PP2ACdc55 dephosphorylates Pds1 to inhibit spindle elongation

Abstract

AbstractDNA replication stress stalls replication forks leading to chromosome breakage and Intra-S checkpoint activation. In S. cerevisiae, this checkpoint arrests the cell cycle by stabilizing securin (Pds1) and inhibiting the cyclin dependent kinase (CDK) through multiple pathways. Pds1 inhibits separase (Esp1) which cleaves the cohesin subunit Scc1 and also functions in spindle elongation. However, the role of Pds1-Esp1 in spindle elongation during replication stress response is unknown. Here, we show that Pds1 phosphorylation plays a positive role in spindle elongation through the Pds1-Esp1 interaction in unperturbed and replication stress conditions. PP2ACdc55 directly dephosphorylates Pds1 both in vivo and in vitro.
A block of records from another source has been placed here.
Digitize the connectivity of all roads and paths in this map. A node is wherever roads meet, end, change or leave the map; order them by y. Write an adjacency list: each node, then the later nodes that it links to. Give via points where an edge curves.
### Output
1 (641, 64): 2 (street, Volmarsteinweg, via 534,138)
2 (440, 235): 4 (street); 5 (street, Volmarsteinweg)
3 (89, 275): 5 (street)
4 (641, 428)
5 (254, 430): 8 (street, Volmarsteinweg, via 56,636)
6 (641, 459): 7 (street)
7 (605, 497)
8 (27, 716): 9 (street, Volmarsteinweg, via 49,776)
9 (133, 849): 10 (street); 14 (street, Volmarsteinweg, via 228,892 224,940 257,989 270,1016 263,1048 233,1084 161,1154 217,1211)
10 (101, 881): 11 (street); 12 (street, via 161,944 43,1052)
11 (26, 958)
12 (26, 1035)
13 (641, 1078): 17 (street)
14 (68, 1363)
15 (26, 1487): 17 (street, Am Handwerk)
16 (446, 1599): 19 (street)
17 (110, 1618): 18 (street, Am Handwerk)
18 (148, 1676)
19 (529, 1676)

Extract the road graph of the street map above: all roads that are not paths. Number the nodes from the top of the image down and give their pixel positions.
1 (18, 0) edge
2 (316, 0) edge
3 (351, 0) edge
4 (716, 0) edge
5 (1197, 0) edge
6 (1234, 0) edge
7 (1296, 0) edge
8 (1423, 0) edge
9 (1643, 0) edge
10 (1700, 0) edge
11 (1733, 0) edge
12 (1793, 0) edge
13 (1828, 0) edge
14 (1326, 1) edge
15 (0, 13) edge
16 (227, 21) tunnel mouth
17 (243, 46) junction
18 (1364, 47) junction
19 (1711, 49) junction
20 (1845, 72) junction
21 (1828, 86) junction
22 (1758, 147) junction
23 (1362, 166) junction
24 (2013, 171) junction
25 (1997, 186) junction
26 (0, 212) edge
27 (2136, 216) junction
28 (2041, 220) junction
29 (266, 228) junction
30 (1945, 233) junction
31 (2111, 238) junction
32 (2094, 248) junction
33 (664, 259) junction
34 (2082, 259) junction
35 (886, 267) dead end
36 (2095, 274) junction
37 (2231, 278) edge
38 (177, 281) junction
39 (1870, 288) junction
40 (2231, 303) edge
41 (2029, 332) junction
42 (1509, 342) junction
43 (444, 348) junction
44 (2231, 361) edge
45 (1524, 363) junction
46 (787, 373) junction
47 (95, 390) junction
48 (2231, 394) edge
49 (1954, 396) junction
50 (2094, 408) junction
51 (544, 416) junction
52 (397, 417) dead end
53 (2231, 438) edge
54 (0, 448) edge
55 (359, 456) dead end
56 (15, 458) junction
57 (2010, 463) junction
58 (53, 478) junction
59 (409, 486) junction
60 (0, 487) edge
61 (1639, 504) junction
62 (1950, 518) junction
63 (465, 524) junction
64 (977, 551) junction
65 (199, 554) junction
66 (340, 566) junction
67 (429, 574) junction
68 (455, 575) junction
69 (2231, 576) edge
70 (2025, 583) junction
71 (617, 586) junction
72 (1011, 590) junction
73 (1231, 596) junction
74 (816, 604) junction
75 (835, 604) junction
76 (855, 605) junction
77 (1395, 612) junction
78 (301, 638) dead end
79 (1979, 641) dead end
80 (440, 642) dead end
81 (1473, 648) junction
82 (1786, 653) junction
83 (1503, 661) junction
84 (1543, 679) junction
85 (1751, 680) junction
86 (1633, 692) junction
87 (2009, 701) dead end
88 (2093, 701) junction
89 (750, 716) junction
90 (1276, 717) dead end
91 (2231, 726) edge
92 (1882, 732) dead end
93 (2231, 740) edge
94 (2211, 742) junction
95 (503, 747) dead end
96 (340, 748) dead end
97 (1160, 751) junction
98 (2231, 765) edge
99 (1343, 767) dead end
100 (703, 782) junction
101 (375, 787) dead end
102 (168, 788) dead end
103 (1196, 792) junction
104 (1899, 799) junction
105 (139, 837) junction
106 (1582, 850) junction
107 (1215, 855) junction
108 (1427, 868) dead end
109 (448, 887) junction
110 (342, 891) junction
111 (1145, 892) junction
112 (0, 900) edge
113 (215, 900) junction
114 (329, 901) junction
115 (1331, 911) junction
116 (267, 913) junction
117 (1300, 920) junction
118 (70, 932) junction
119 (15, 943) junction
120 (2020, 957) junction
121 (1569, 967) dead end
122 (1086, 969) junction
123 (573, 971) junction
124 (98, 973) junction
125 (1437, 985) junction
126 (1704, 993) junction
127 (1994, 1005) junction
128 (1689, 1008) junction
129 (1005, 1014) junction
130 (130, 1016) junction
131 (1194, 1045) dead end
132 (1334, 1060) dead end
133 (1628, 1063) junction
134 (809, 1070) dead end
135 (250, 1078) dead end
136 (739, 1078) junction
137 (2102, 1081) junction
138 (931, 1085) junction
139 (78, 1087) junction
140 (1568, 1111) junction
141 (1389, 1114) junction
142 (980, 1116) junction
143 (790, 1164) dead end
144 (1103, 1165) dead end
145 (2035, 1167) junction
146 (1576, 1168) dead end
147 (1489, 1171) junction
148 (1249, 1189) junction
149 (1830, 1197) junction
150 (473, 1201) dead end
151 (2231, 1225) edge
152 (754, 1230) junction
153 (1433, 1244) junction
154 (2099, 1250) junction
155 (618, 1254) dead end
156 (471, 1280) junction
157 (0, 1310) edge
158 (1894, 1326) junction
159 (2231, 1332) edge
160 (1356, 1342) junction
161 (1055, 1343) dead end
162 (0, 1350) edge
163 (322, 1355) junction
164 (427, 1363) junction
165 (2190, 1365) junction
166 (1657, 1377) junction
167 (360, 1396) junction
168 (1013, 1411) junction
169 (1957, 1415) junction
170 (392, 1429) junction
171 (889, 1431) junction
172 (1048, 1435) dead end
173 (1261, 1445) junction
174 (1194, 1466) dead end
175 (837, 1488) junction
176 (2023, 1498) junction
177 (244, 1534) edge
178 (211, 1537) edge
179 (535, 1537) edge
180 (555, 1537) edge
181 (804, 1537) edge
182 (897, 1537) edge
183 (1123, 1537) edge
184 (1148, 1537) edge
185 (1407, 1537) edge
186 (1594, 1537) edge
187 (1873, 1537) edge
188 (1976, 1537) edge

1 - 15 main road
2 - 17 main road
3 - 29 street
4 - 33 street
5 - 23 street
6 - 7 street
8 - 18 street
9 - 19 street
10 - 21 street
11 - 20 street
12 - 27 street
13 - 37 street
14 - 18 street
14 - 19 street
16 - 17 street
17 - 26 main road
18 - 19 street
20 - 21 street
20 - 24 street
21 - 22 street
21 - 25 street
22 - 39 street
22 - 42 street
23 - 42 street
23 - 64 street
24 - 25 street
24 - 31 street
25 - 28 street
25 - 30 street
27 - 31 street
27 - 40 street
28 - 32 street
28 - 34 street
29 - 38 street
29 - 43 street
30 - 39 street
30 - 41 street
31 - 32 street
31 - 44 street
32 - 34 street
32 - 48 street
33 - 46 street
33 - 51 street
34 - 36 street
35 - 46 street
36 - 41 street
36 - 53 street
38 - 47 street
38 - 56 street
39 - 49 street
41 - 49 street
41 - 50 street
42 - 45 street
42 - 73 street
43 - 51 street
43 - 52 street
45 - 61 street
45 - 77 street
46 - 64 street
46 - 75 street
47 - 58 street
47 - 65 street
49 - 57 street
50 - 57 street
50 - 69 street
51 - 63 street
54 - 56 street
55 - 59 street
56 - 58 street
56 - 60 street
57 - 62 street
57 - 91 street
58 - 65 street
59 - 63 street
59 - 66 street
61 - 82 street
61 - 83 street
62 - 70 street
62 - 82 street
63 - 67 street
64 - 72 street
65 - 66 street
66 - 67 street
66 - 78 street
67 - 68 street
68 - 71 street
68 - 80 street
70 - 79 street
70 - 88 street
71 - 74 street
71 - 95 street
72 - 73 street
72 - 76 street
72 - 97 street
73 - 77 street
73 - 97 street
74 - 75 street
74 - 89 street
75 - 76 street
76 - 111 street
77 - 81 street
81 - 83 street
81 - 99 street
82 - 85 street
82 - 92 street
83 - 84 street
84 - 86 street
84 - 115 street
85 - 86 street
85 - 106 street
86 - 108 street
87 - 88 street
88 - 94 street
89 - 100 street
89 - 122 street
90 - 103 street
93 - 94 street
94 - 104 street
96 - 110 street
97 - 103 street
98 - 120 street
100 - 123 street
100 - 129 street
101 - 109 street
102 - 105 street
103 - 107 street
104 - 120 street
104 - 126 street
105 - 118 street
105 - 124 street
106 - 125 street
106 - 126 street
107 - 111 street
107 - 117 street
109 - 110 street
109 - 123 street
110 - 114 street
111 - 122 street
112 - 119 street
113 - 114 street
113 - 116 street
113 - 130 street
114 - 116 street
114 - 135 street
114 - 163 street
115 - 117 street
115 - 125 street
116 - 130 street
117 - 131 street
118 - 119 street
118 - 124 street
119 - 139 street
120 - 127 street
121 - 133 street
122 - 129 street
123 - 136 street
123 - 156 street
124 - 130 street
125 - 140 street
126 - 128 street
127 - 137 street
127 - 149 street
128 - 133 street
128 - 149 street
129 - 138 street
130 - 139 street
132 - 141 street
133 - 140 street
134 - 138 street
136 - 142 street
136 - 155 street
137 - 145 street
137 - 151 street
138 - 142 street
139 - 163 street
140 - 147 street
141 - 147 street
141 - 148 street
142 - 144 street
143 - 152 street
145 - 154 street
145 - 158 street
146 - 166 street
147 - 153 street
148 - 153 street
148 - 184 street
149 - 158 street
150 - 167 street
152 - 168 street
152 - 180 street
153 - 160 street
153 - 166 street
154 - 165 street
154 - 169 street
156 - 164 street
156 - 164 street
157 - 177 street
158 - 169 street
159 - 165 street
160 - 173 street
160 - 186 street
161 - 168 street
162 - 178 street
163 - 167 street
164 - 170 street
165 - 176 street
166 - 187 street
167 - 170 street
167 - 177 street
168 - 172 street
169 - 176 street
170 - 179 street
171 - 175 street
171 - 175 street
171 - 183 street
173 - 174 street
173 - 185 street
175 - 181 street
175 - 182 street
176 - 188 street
Pds1 hyperphosphorylation in a cdc55Δ mutant enhanced the Pds1-Esp1 interaction, which accelerated spindle elongation. This PP2ACdc55-dependent Pds1 dephosphorylation plays a role during replication stress and acts independently of the known Mec1, Swe1 or Spindle Assembly Checkpoint (SAC) checkpoint pathways. We propose a model where PP2ACdc55 dephosphorylates Pds1 to disrupt the Pds1-Esp1 interaction that inhibits spindle elongation during replication stress.